The Minnesota composer, Stephen Paulus, has a rare acumen for setting texts, and in this case, he sets the poem, Hope is a Tattered Flag, by Pulitzer-winning poet and author, Carl Sandburg. This poem has long been one of Greg’s favorites, and bears a lot of resonance for The Choir. Written in the 1930s, the poet lists reasons for hope in American life during the Great Depression. Among the many reasons for hope catalogued by Sandburg is one of particular interest to The Choir: Bach being broadcast from Bethlehem, Pennsylvania…
Those moments of resonance don’t end there, however: mention is made of the blue hills beyond the smoke of the steel works, and Sandburg combines images of cosmopolitan worldliness with intimate domesticity – from tall skyscrapers to the luckpiece in the pocket and the kiss and the comforting laugh. These ballasts of hope, offered in a time of great adversity, remain relevant today, which confers on Sandburg a remarkable prescience.
Setting a poem that lives in tension between past, present, and future, would seem a bit of a challenge. In this commission, Stephen Paulus was also asked to incorporate the fugue theme of the Dona Nobis Pacem from the Mass in B Minor, and to set the poem for choir, a small instrumental ensemble, and two vocal soloists.

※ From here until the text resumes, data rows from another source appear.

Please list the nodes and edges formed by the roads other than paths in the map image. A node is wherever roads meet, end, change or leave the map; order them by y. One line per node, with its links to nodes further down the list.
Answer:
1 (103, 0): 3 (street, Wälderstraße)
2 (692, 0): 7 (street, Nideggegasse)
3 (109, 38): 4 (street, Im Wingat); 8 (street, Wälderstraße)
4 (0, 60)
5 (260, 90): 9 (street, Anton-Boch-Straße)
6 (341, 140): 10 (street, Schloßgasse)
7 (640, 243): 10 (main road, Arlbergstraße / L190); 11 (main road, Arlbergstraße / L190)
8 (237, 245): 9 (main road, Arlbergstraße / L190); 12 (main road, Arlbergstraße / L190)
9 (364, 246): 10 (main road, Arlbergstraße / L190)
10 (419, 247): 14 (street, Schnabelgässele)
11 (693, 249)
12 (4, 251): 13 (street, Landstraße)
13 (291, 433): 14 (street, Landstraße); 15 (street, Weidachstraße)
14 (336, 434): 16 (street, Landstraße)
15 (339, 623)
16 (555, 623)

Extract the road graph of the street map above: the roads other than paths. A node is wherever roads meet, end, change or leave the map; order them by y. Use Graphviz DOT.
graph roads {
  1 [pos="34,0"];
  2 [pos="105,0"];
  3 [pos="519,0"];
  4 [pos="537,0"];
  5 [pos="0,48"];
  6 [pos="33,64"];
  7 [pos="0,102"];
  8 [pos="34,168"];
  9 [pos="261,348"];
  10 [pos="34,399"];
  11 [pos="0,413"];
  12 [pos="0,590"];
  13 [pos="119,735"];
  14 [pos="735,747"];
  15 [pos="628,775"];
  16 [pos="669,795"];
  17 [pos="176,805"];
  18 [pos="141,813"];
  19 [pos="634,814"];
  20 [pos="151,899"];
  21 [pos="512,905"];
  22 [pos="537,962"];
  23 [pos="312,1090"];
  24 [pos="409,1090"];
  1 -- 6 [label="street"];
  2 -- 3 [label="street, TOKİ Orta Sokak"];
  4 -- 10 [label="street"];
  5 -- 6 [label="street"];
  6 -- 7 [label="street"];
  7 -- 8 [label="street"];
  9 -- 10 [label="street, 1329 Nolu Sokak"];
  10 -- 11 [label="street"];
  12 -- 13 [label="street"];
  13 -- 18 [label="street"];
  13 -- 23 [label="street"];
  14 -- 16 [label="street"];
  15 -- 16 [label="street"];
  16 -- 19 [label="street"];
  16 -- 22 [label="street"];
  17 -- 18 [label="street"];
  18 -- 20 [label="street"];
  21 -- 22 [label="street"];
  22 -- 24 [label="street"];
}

No small order, right?
Fortunately, Stephen persevered with alacrity, and the result is a deeply-affecting piece – one that fits comfortably with the three established masterpieces it shares on this program. What I have grown to love, evermore, about this piece, is the gentle use of text-painting Stephen employs through judicious use of colorful harmony. The choral parts are largely homophonic, that is, they are chordal – each part building a greater whole, much like a hymn’s four parts. This is subtle stuff – you realize the genius of his harmony often as it’s just passed by.

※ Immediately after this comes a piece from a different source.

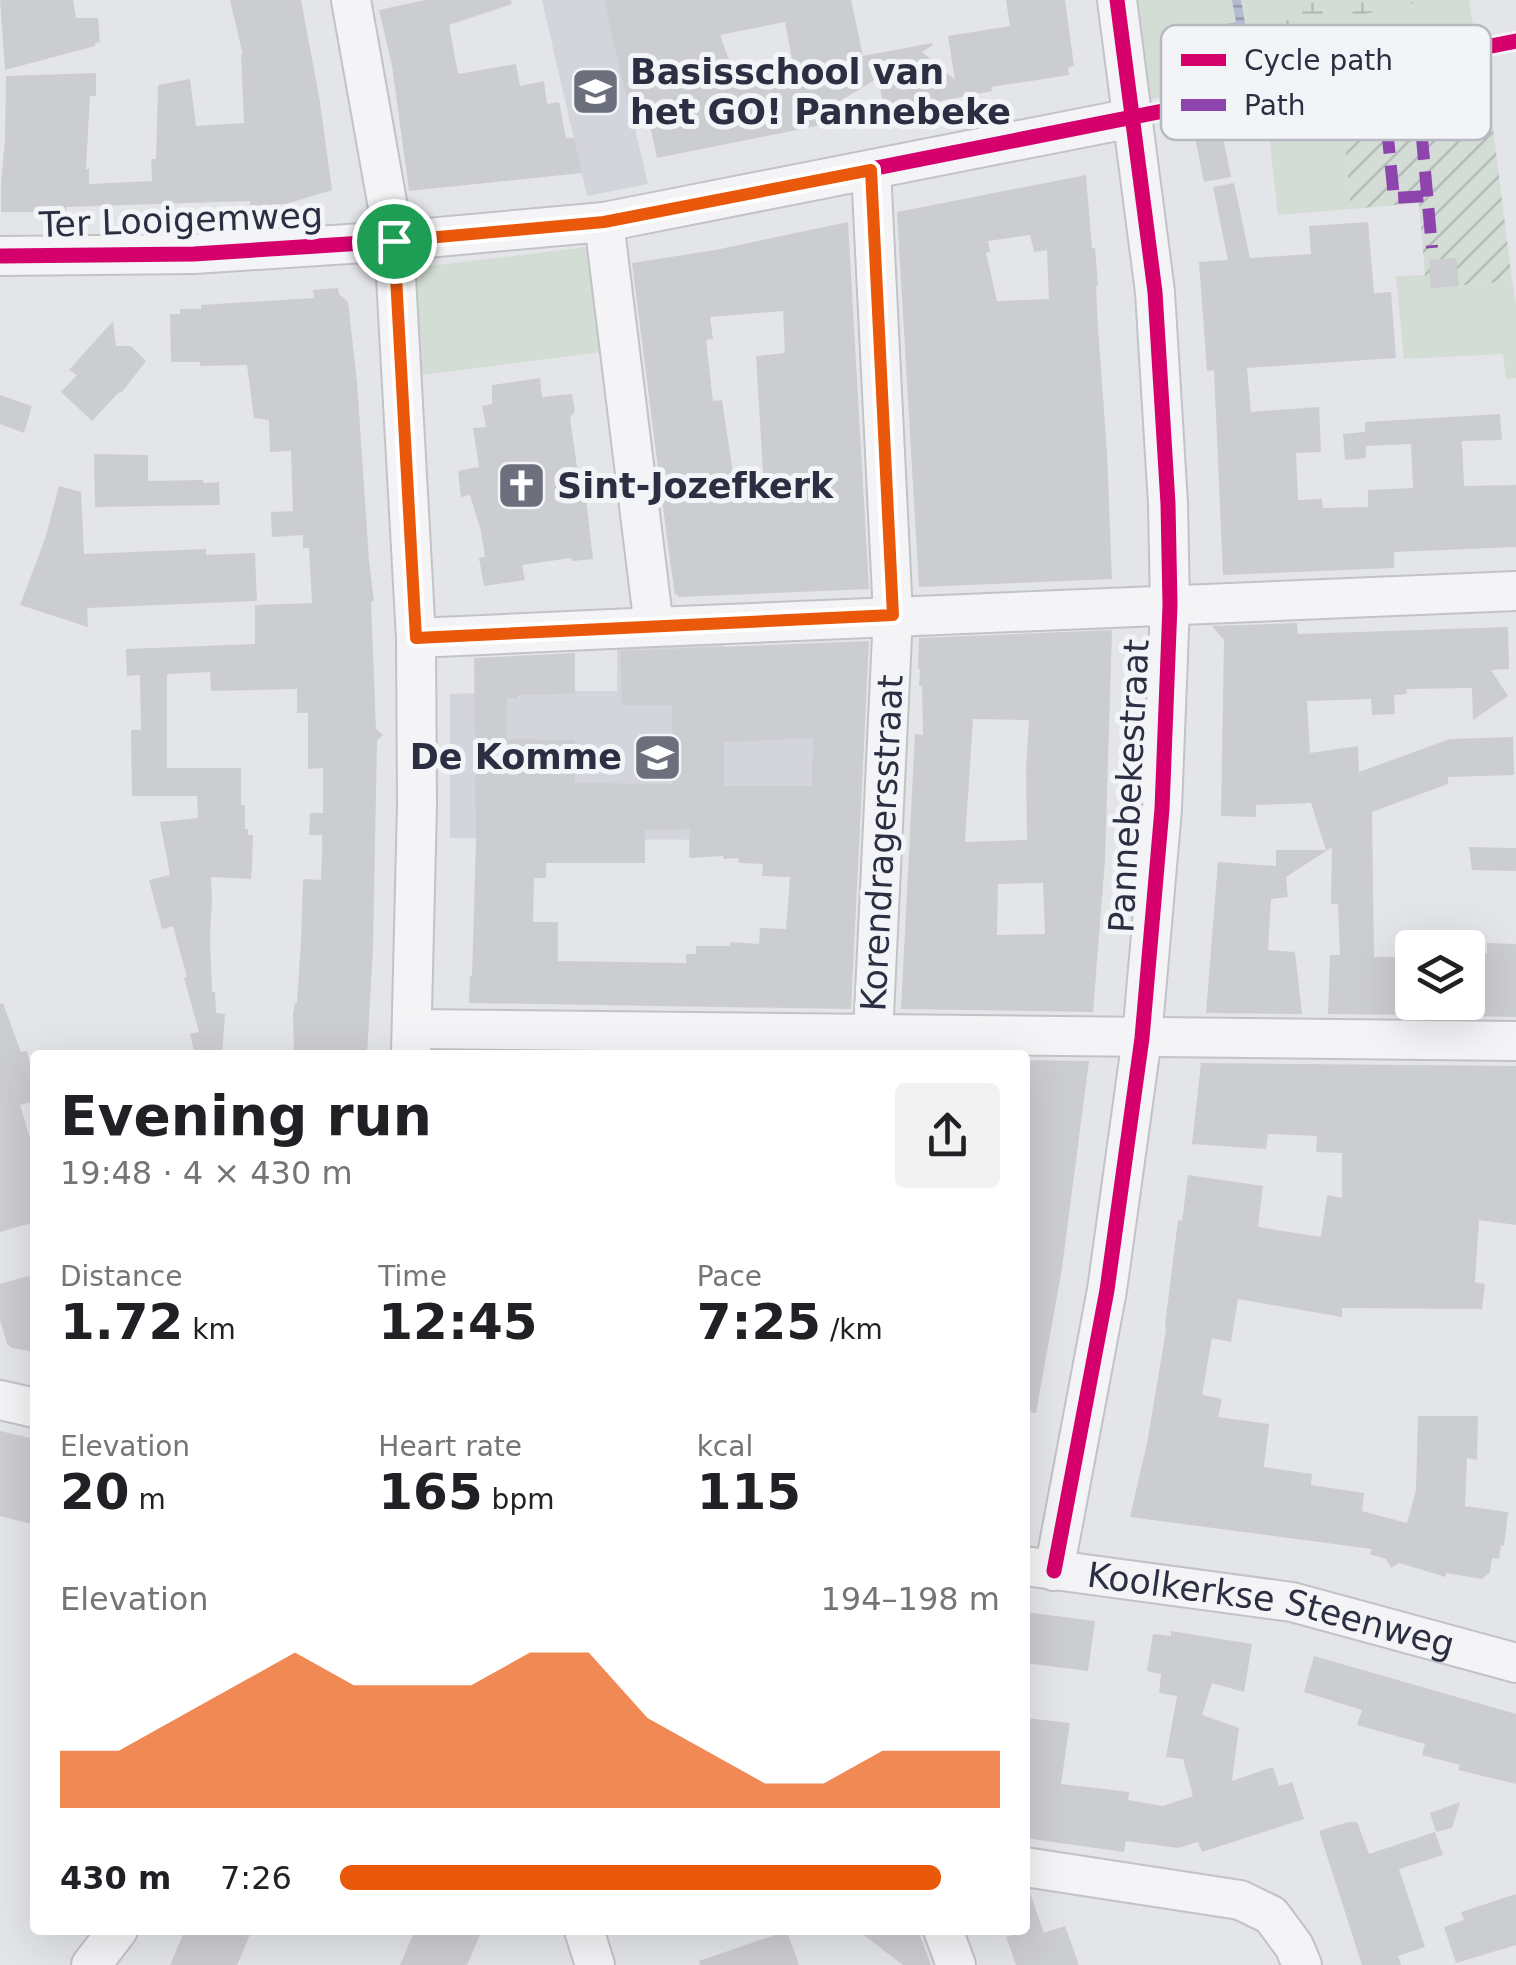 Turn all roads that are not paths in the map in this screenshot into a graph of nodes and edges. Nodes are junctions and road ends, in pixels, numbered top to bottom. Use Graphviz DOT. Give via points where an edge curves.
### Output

If you will indulge me, I’d like to discuss this technique as pertains to thirteen bars of the piece near the beginning. The text Stephen sets is as follows:
The evening star inviolable over the coal mines,
The shimmer of northern lights across a bitter winter night…
This passage begins in unison on the words “The evening” and the choir breaks into beautiful harmony on the word “star” – as the melody ascends to the words “coal mines,” the chords themselves go higher in the singers’ range. The rhythm picks up on “the shimmer of northern,” creating a sound picture of something shimmering, and then slows to half the speed of the notes that preceded it on the words “lights across a,” leaving for the listener an opportunity to visualize those shimmering lights, then, on the words “bitter winter,” the harmony switches to a minor key – conveying the bitterness, but returns to a restful major on “night.” These thirteen bars represent less than thirty seconds of music, but the harmony and melody create an aural picture of everything mentioned in the two lines of text. We see an evening star above a coal mine, we watch the shimmering northern lights, and sense the melancholy beauty of a bitter winter night. All in thirteen bars. That having been said, all of this analysis isn’t what will strike the listener – only after the moment is past one wonders how he conveyed so much, with such eloquence, in such a short span. This is but one example of the sensitivity to the text that Stephen demonstrates through the entirety of the piece. Each line of text becomes its own discrete musical moment, but the sum isn’t merely a pastiche of individual musical ideas – the piece is remarkably cohesive, no small feat, considering that the poem basically comprises a list. Despite that list-like quality, Stephen gives it a musical arc through the utilization of a few lines of text as a refrain, and by taking advantage of the increasing grandeur of the imagery as the poem reaches its conclusion.
In the center of the piece is the aforementioned fugue theme from the Agnus Dei, introduced by the men of the choir, then the women, then everyone. Rather than “re-contrapuntalize” it, Stephen sets it as a a single melody, an echo of the music we perform and revere, surrounded by beautiful, watercolored harmonies from the piano. Hope is an echo, hope ties itself yonder. This is an arresting moment of music.
I’ve been thinking about how the pieces on this program end: the Bach in a blaze of contrapuntal glory, the Bernstein and Britten with their own distinctive hushed reverence. The end of Stephen’s piece is hauntingly beautiful. Throughout, he’s not afraid of putting the choir in thick textures of up to eight voices. At the end, the texture lightens, and with the ethereal tones of a vibraphone joining the instruments, the choir sings that “Hope is an echo,” with harmonies that evoke the overtones of a bell. Each time we’ve sung it, I’ve ranked the ending of this piece as one of my favorite musical moments in recent years. With the recording we’ll be making in the days after the concert, I’m eager to have a lasting remembrance of this piece, and I strongly suspect our audience will, too.